Merx Global


A wide-ranging report recently issued by Dubai, United Emirates-based global logistics and ports services provider DP World examined the impact logistics disruption can have on the bottom line for shippers’ global supply chain operations.

Findings for the report, entitled “Without Logistics Global Report,” were based on feedback from a global survey of 680 senior logistics and supply chain decision-makers across eight industries and nine regions.

Beat Simon, Global Chief Commercial Officer and Chief Operating Officer-Logistics, DP World, wrote in the report that the responses DP World received for the report paint what he called an unsettling picture of disruption that is no longer exceptional but common.

“The consequences of geopolitics, climate events, labor shortages, congestion and critical infrastructure failures are keeping cargo owners in firefighting mode with little time to recover,” he said. “It’s a pattern of strain that impacts everyone involved and demands a different way of thinking about logistics.”

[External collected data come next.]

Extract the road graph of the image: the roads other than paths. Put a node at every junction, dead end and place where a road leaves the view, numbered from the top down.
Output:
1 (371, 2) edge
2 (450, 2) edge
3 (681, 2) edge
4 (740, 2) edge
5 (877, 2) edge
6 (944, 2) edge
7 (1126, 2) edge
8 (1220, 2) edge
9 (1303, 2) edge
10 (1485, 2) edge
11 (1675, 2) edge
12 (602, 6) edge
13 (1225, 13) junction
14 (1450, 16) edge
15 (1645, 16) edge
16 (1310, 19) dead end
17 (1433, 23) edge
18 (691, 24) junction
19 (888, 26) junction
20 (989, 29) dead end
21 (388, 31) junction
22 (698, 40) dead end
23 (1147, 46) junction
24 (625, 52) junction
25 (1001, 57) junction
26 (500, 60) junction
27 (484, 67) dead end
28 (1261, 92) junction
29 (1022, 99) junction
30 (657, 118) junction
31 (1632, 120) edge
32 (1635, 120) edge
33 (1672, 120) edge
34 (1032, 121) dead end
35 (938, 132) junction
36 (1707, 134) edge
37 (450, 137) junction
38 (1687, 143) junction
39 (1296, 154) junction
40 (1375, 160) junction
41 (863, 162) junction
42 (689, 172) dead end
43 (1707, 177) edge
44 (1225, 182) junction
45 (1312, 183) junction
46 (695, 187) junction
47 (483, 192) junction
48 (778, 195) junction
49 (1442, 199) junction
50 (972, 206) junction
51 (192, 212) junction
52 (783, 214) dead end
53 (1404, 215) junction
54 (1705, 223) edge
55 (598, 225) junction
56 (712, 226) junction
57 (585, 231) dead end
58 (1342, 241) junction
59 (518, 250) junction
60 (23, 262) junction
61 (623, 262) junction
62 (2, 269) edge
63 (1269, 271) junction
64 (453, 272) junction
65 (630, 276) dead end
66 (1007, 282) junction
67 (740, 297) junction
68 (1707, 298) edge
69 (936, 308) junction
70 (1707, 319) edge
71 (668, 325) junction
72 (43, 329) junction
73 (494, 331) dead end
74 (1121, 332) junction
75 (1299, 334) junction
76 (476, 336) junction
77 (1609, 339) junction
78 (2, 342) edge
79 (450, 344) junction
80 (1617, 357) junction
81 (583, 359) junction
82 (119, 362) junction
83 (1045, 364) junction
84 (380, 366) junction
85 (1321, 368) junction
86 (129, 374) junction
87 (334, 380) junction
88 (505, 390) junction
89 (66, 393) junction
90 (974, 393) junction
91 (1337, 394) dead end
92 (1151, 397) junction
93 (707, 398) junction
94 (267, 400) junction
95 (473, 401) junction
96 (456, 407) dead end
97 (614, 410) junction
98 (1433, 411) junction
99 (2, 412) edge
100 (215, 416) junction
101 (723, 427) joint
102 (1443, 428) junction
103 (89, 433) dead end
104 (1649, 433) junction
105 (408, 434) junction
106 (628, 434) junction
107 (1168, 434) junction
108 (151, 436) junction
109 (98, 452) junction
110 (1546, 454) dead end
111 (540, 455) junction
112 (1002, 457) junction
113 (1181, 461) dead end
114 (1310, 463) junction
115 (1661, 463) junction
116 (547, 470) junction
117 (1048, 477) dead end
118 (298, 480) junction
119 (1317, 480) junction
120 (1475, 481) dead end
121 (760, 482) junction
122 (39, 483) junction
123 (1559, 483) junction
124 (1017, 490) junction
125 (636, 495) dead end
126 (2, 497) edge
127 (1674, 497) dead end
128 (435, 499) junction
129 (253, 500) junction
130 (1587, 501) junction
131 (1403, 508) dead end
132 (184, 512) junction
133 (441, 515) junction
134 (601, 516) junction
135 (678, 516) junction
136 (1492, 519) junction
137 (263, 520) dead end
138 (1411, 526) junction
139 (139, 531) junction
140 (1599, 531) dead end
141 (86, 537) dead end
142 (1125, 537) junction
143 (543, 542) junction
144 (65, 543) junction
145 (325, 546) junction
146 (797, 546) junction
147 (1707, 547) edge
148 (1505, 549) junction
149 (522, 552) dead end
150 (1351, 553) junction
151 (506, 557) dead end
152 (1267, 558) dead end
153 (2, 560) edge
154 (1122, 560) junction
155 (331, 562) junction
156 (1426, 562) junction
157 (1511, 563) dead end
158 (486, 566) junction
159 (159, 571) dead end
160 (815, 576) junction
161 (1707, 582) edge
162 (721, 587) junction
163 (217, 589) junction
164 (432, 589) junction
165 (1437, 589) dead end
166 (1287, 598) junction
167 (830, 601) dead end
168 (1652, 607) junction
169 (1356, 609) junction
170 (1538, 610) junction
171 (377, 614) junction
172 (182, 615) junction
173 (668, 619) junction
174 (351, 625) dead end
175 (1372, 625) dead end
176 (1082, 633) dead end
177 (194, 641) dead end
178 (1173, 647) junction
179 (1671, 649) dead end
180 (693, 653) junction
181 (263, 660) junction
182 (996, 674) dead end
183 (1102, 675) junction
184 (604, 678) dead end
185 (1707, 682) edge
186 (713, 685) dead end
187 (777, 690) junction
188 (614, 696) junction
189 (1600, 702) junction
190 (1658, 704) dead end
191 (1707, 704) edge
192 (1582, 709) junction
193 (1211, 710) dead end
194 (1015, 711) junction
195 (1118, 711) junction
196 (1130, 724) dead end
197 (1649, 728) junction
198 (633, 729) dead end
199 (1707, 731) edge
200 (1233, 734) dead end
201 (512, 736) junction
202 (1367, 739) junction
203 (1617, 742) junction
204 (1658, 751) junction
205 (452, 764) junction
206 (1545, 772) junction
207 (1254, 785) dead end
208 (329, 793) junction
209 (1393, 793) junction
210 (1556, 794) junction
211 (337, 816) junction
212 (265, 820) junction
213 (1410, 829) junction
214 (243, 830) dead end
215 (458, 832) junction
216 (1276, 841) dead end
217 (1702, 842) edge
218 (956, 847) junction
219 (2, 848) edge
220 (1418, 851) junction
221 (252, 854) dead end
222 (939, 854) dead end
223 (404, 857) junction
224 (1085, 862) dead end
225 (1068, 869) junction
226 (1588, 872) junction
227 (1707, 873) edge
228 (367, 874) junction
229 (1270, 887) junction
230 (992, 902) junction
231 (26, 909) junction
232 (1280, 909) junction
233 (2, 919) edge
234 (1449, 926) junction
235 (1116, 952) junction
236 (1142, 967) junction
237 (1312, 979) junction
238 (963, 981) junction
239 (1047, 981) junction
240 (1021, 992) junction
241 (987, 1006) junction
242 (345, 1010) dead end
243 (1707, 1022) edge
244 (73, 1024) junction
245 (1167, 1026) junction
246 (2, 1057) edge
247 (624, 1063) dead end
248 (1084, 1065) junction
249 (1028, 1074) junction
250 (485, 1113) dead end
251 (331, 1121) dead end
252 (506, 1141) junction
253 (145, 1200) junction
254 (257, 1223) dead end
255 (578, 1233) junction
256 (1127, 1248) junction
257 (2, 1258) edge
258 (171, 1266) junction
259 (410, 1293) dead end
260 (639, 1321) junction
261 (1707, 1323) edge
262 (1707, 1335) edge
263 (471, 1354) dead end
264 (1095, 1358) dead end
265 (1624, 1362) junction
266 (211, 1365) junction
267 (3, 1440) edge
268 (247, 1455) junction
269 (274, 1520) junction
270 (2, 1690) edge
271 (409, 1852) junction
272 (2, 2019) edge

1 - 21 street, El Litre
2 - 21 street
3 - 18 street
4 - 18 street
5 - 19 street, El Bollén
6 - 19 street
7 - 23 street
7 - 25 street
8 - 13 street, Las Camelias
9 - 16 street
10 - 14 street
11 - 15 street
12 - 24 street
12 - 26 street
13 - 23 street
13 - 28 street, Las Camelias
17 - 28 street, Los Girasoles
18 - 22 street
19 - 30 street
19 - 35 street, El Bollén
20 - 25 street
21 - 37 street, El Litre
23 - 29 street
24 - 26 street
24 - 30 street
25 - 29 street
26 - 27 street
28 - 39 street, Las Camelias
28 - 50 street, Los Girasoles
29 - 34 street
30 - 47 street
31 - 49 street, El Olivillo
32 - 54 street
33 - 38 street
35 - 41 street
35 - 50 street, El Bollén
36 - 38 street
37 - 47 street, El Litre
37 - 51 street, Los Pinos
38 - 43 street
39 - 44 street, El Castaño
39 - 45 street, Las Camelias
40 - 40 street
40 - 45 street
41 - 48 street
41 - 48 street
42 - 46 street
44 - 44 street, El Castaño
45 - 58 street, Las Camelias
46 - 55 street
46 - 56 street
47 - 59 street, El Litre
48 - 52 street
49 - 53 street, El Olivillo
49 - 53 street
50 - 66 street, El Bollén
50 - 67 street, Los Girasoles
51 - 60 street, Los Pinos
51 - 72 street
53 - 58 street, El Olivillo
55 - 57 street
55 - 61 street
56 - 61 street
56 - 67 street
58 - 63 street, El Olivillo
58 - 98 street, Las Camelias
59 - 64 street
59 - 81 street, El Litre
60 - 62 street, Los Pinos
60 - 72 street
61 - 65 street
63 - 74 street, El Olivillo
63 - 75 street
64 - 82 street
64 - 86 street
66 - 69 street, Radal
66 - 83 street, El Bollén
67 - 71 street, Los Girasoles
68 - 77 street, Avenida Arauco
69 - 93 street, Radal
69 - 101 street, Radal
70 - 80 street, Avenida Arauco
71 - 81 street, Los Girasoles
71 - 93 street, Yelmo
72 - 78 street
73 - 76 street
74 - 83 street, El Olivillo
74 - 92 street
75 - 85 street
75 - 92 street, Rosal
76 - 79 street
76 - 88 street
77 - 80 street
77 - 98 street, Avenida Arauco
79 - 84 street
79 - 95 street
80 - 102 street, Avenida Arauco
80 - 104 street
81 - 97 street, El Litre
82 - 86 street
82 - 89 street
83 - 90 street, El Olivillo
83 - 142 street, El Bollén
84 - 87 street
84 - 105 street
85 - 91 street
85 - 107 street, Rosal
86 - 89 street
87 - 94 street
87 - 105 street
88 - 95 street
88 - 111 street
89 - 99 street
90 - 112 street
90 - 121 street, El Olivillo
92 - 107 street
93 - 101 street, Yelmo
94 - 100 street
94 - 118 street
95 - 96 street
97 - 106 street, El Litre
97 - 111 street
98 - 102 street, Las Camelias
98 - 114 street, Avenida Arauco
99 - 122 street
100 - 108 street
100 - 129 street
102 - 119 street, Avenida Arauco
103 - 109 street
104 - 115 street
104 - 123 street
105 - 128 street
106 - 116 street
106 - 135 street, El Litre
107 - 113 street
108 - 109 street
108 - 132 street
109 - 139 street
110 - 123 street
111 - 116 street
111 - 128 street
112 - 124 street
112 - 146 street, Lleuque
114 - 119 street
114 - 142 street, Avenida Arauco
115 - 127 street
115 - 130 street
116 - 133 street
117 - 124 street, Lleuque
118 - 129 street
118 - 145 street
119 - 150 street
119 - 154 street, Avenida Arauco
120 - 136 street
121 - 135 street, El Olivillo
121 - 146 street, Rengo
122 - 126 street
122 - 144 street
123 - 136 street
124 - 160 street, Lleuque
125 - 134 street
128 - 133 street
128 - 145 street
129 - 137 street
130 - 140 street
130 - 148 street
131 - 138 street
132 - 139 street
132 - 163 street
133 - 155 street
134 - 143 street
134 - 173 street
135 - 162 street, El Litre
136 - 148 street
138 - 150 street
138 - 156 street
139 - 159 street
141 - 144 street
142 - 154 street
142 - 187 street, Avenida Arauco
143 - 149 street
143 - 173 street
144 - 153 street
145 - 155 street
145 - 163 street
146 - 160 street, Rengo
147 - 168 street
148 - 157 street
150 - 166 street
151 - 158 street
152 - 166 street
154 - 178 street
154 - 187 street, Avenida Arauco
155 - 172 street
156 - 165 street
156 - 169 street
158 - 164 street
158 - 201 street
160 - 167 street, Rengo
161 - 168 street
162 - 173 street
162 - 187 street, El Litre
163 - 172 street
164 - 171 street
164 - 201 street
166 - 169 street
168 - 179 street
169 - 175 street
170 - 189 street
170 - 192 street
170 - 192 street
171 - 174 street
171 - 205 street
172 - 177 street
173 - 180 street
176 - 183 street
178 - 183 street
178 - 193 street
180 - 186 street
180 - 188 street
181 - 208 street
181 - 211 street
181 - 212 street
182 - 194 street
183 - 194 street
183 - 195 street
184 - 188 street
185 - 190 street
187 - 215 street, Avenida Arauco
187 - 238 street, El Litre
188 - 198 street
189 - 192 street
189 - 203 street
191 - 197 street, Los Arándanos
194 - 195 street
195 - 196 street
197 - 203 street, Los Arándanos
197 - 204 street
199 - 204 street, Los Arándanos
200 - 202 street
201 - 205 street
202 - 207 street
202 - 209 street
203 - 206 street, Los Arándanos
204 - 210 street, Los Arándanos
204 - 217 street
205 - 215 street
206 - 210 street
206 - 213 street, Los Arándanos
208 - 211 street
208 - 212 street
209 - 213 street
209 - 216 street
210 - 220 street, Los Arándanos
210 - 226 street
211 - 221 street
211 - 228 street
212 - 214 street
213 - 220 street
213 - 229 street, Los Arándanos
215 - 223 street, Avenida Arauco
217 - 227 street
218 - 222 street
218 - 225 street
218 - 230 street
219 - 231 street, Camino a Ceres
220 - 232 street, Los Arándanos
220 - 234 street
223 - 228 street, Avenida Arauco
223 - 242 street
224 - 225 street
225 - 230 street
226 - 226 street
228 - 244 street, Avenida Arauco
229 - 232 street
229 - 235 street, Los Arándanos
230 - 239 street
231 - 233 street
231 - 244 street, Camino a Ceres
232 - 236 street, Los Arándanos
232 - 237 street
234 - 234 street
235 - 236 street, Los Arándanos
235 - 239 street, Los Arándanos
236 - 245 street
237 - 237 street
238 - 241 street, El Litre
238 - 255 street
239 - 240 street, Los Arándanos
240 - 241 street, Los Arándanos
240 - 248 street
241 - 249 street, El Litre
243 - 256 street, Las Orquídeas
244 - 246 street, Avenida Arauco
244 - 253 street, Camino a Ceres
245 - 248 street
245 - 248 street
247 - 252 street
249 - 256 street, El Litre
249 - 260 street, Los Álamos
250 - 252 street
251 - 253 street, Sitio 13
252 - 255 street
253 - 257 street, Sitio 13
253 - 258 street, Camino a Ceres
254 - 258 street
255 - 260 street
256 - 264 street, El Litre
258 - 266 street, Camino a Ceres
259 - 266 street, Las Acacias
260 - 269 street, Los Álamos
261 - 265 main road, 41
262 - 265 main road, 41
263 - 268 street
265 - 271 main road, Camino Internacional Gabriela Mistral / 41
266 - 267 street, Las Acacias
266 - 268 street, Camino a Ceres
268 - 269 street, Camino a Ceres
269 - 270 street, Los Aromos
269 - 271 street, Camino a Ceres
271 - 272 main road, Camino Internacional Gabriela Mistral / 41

A key takeaway of the report observed more than half—52%—of global companies stated they lose more than a month of operational time per year due to logistics disruption. Which it noted has become a recurring theme of global trade, as opposed to an outlier, adding that, to counter that, what shippers need to do is plan for disruption as a constant condition.

“Preparation starts with visibility through understanding where goods are, where risks are emerging and how quickly networks can adapt when conditions change,” Simon told LM. “The research highlights the importance of investing across the end-to-end supply chain, rather than focusing on single bottlenecks, and designing networks that can reroute, rebalance inventory or shift modes when disruption hits.”

The report observed that consumer goods sector firms investing in four or more logistics areas see significantly lower disruption costs, at 76%.

“The biggest reductions in disruption costs occur when companies invest across multiple logistics touchpoints rather than relying on single, isolated fixes,” said Simon. “In the consumer goods sector, this typically includes areas such as inbound and outbound logistics, factory-adjacent logistics, warehousing, port and terminal operations, and digital coordination that connects the entire network.”

And Simon added that DP World’s findings suggest that this diversified investment approach consistently delivers lower downtime and faster recovery across sectors, with the same pattern appearing in automotive, retail, and industrial supply chains—even though the specific pressure points differ.

“To drive broader adoption, the report makes clear that companies need better visibility into how logistics investments translate into operational resilience,” observed Simon. “When logistics is viewed as an integrated system, spanning physical infrastructure, services and data, the business case becomes clearer. This is where end-to-end trade enablers like DP World play a role, helping companies move from fragmented logistics decisions to coordinated, network-wide resilience strategies.”

As for some of the most common examples of logistics “disruption events,” cited in the report, Simon explained that the report’s respondents have consistently pointed to port congestion, customs, and border delays, labor shortages, climate-related disruption, geopolitical events, and technology or systems failures.

What stands out, he noted, is not just the frequency of these events, but their compounding effect.

“Many companies report facing several of these disruptions at the same time or in quick succession,” he said. “This reinforces the report’s core conclusion: logistics disruption is no longer episodic—it is a persistent operating environment that requires systemic, long-term solutions rather than short-term fixes.”